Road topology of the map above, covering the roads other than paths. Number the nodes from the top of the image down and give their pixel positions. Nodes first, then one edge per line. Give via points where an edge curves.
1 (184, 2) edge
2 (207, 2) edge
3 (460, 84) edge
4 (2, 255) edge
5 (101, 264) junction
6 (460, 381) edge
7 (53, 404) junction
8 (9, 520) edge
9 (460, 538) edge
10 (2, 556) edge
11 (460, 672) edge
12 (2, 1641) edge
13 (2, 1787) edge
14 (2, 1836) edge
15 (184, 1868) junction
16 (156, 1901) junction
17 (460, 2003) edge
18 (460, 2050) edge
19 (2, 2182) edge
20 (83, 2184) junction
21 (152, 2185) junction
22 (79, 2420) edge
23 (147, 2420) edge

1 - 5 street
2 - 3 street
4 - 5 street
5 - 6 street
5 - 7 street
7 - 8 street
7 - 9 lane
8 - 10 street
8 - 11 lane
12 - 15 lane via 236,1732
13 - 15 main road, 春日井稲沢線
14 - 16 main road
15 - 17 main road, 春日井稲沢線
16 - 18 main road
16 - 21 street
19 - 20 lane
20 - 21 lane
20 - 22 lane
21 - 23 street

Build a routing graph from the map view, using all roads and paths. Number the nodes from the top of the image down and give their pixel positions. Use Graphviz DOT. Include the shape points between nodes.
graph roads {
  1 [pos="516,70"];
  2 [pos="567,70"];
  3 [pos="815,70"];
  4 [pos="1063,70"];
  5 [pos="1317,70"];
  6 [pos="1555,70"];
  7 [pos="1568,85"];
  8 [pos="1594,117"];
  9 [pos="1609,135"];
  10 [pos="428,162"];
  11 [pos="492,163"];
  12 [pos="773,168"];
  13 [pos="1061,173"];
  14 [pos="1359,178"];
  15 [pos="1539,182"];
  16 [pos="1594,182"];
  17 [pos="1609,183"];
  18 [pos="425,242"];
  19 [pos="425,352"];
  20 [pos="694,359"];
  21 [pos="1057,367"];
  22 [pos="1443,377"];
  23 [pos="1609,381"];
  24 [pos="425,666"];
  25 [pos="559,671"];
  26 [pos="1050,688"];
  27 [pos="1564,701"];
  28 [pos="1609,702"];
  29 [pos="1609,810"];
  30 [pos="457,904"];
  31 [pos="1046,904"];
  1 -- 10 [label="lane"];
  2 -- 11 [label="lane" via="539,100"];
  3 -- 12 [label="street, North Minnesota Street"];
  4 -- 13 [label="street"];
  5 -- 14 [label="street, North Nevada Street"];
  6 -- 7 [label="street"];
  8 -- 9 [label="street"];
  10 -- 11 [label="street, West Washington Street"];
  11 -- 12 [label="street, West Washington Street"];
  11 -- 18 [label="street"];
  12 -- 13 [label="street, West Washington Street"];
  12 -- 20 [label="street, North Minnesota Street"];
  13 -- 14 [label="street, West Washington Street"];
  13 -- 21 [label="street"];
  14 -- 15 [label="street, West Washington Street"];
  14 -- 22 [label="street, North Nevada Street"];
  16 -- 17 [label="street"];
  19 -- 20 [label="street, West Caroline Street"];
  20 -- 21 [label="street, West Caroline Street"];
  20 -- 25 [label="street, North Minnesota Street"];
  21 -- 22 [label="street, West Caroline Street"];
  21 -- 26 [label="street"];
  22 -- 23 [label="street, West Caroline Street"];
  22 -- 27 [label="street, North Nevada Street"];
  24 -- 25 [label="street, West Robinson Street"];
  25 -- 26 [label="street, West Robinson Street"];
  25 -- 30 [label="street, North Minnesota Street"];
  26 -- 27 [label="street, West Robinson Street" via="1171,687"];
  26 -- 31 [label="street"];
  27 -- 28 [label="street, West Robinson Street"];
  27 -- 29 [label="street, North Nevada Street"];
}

-*-

Look through the entries above; copy every line holding the string "positions".

Answer space:
Road topology of the map above, covering the roads other than paths. Number the nodes from the top of the image down and give their pixel positions. Nodes first, then one edge per line. Give via points where an edge curves.
Build a routing graph from the map view, using all roads and paths. Number the nodes from the top of the image down and give their pixel positions. Use Graphviz DOT. Include the shape points between nodes.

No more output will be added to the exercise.